That arrested his attention. “Did he kill people?” Dougan asked, unable to help himself.
She thought about this a moment. “He had good many medals pinned to the coat of his uniform, so I think he must have, though he never said so.”
“I’ll bet he used a rifle,” Dougan said, diverted by thoughts he deemed manly and grown-up. Thoughts of war and glory.
“And a bayonet,” the girl supplied helpfully. “I got to touch it once when he was cleaning his weapon by the fire.”
“Tell me what it was like,” he demanded.
“Let me tend your hands, and I will.” Her sea-storm eyes sparkled at him.
“Very well.” Cautiously, he pulled his wounded hands from behind him. “But ye have to start from the beginning.”
“I will,” she promised with a solemn nod.
“And doona leave anything out.”
“I won’t.” She picked up the cup of water.
Dougan leaned forward and extended his palm toward her.
She winced at the broken flesh, but cradled his wounded hand in both of hers like one would a baby bird, before reaching for the bowl of water to trickle it over the cut.
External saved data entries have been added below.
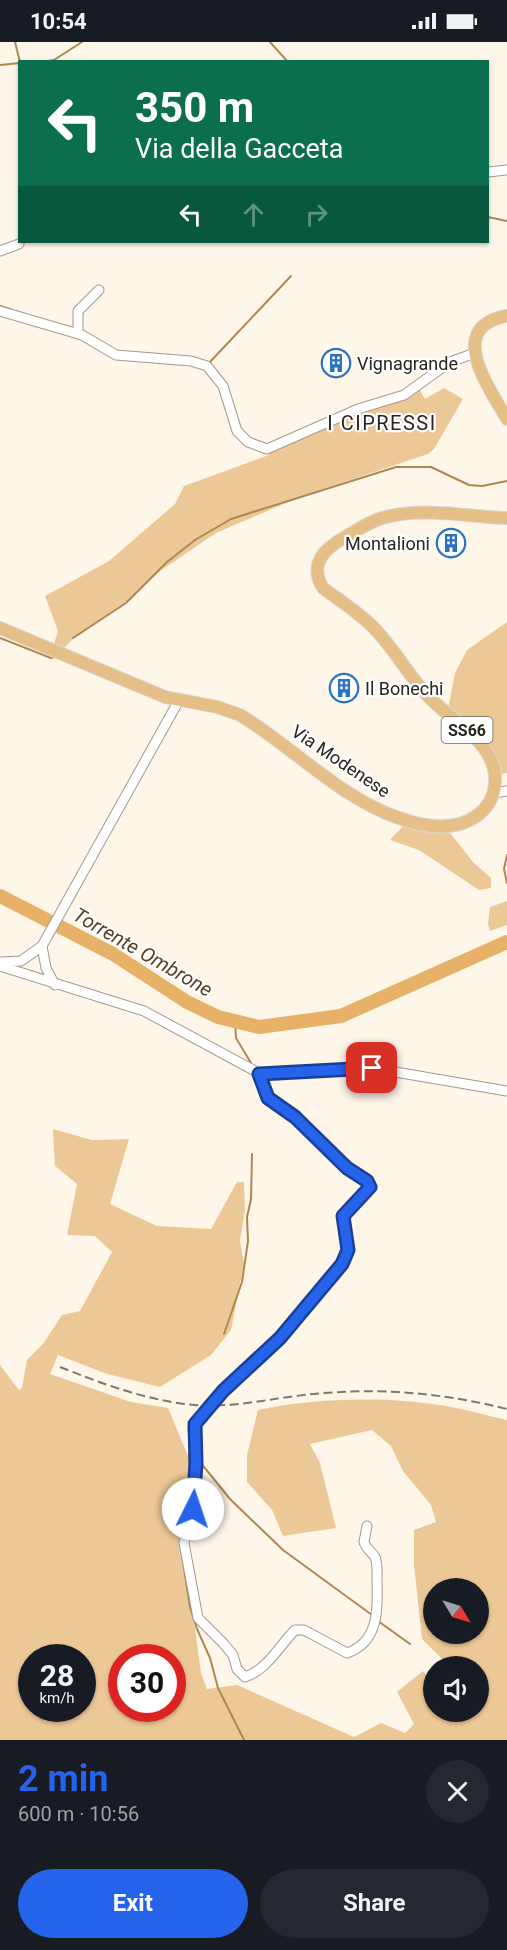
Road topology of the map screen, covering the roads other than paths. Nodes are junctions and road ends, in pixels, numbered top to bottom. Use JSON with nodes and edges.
{"nodes":[{"id":1,"x":507,"y":170,"type":"edge"},
{"id":2,"x":489,"y":172,"type":"edge"},
{"id":3,"x":19,"y":244,"type":"dead end"},
{"id":4,"x":0,"y":251,"type":"edge"},
{"id":5,"x":99,"y":290,"type":"dead end"},
{"id":6,"x":0,"y":311,"type":"edge"},
{"id":7,"x":507,"y":316,"type":"edge"},
{"id":8,"x":78,"y":334,"type":"junction"},
{"id":9,"x":475,"y":353,"type":"junction"},
{"id":10,"x":507,"y":418,"type":"edge"},
{"id":11,"x":507,"y":518,"type":"edge"},
{"id":12,"x":0,"y":628,"type":"edge"},
{"id":13,"x":178,"y":702,"type":"junction"},
{"id":14,"x":507,"y":791,"type":"edge"},
{"id":15,"x":494,"y":793,"type":"junction"},
{"id":16,"x":44,"y":942,"type":"junction"},
{"id":17,"x":0,"y":964,"type":"edge"},
{"id":18,"x":56,"y":985,"type":"junction"},
{"id":19,"x":259,"y":1074,"type":"junction"},
{"id":20,"x":507,"y":1090,"type":"edge"},
{"id":21,"x":367,"y":1526,"type":"dead end"}],
"edges":[{"from":1,"to":2,"type":"street"},
{"from":3,"to":4,"type":"street"},
{"from":5,"to":8,"type":"street"},
{"from":6,"to":8,"type":"street"},
{"from":7,"to":9,"type":"main road"},
{"from":8,"to":9,"type":"street"},
{"from":9,"to":10,"type":"main road"},
{"from":11,"to":15,"type":"main road","number":"SS66"},
{"from":12,"to":13,"type":"main road","name":"Via Modenese"},
{"from":13,"to":15,"type":"main road","name":"Via Modenese"},
{"from":13,"to":16,"type":"street"},
{"from":14,"to":15,"type":"street"},
{"from":16,"to":17,"type":"street"},
{"from":16,"to":18,"type":"street"},
{"from":17,"to":18,"type":"street"},
{"from":18,"to":19,"type":"street"},
{"from":19,"to":20,"type":"street"},
{"from":19,"to":21,"type":"street"}]}
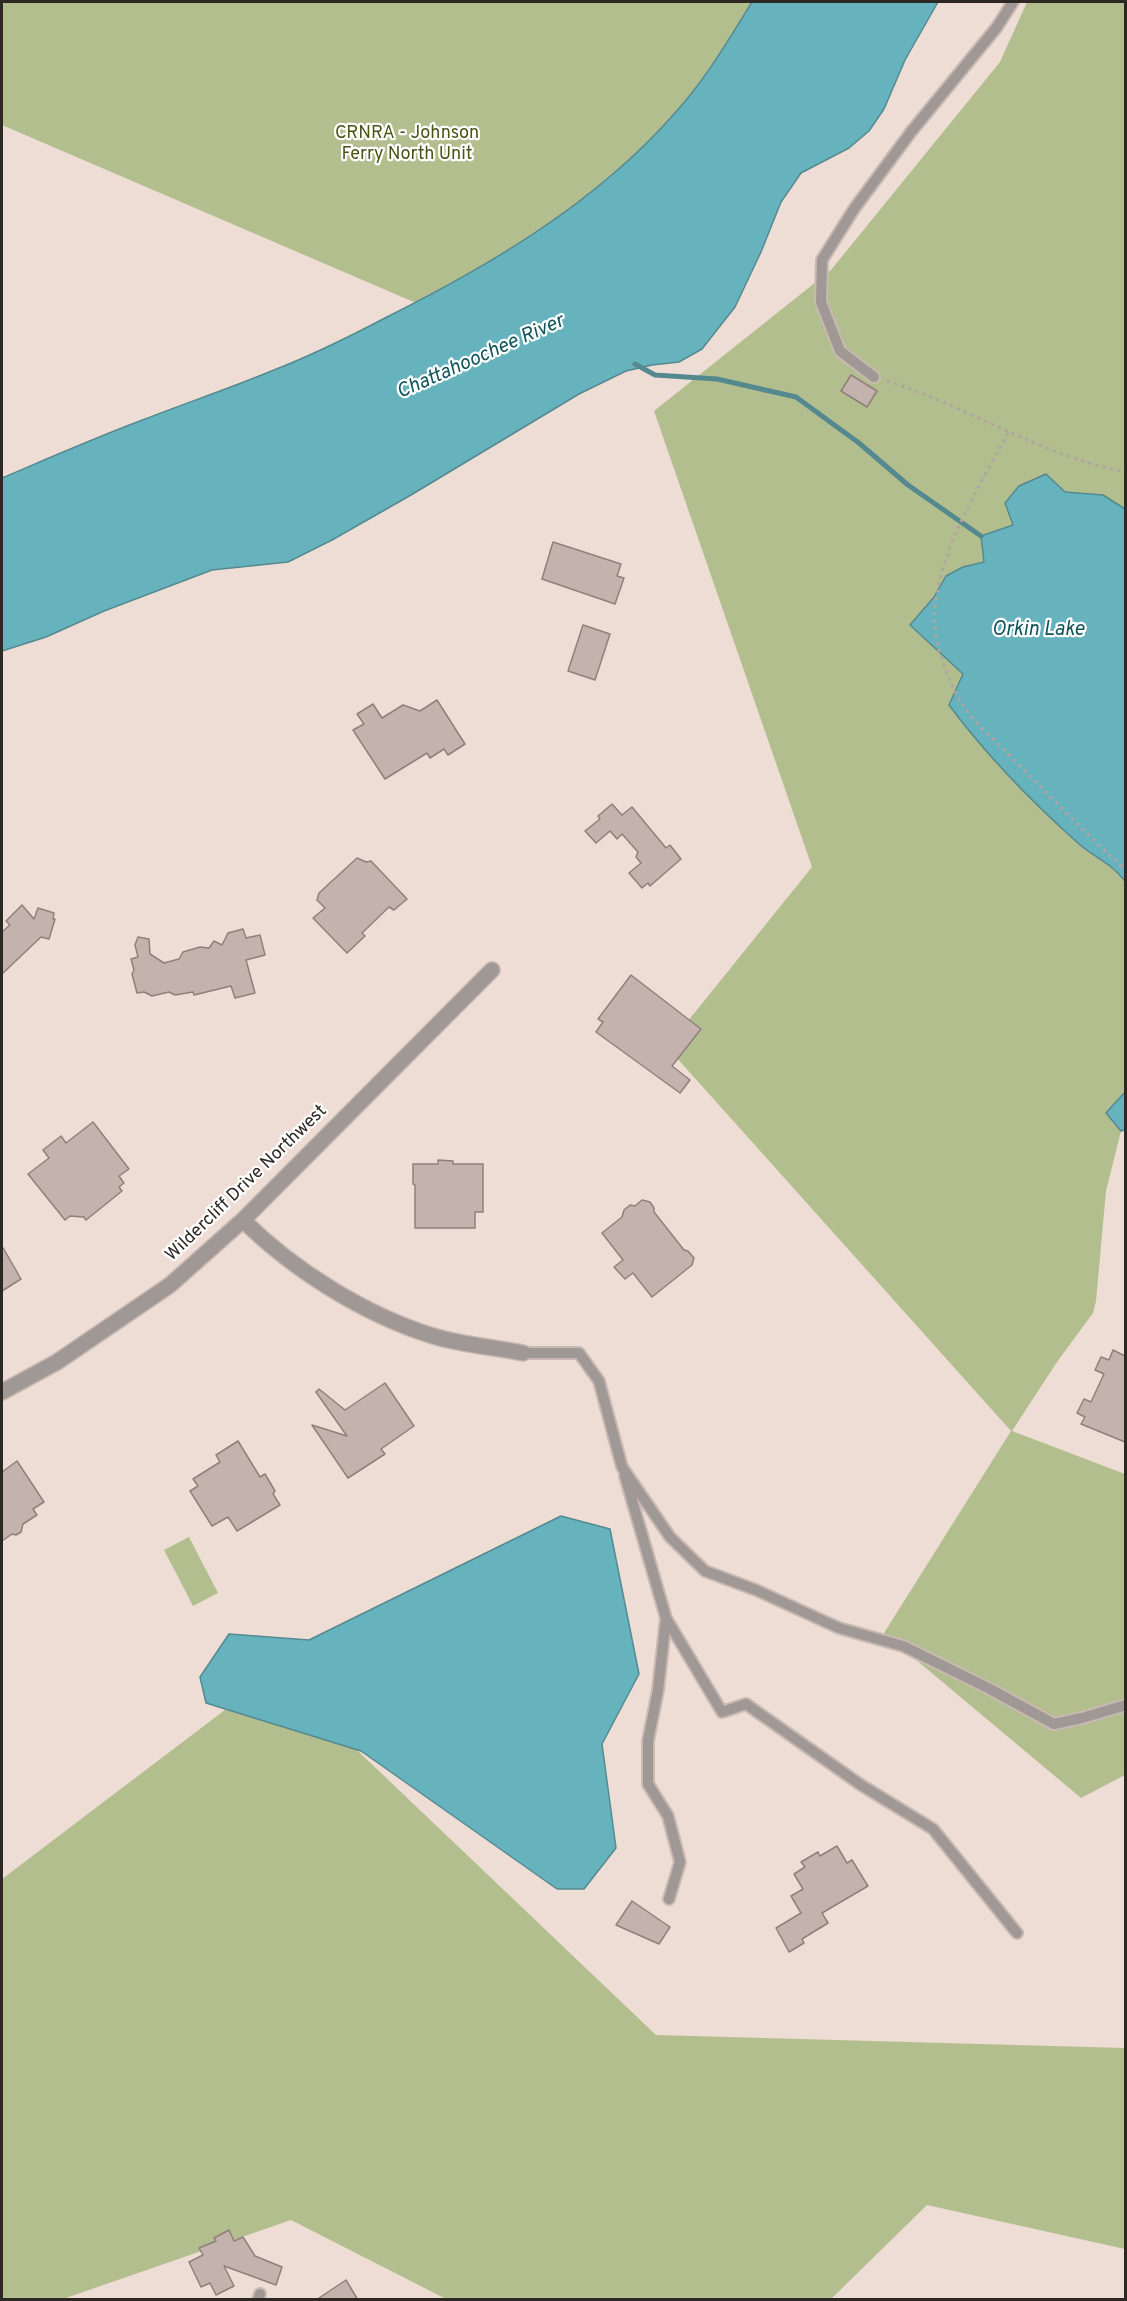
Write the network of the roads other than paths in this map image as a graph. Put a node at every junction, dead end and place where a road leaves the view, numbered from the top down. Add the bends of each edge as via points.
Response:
1 (1013, 2) edge
2 (874, 376) road end
3 (492, 970) dead end
4 (243, 1220) junction
5 (523, 1353) joint
6 (2, 1392) edge
7 (622, 1467) junction
8 (666, 1618) junction
9 (1125, 1705) edge
10 (669, 1899) dead end
11 (1017, 1933) dead end

1 - 2 lane via 911,132 822,260 821,302 840,351
3 - 4 street, Wildercliff Drive Northwest
4 - 5 street via 267,1244 381,1317 435,1336
4 - 6 street, Wildercliff Drive Northwest via 161,1291 57,1362
5 - 7 lane via 579,1353 599,1381
7 - 8 lane
7 - 9 lane via 670,1537 705,1571 839,1628 903,1646 1054,1724
8 - 10 lane via 648,1742 648,1784 669,1816 680,1862
8 - 11 lane via 722,1712 746,1704 861,1785 933,1829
When he snarled in pain, she began to describe her father’s rifle to him. The way the little coils fit together. The clicking noises of the levers. The silt and stench and sparkle of the black powder.
She poured the alcohol over his wounds, and Dougan hissed breath through his teeth, trembling with the effort it took not to snatch his hands away from her. To distract himself from the pain, he focused his blurring vision on the droplets of moisture collecting like diamonds in her abundant curls. Instead of making her hair heavy and straight, the rain seemed to coil the ringlets tighter and anoint the silvery strands with a darker gloss of spun gold. His finger itched to test the curls, to twirl and pull them, and see if they bounced back into place. But he kept absolutely still while she wrapped the strips of her petticoat around his palm with painstaking care.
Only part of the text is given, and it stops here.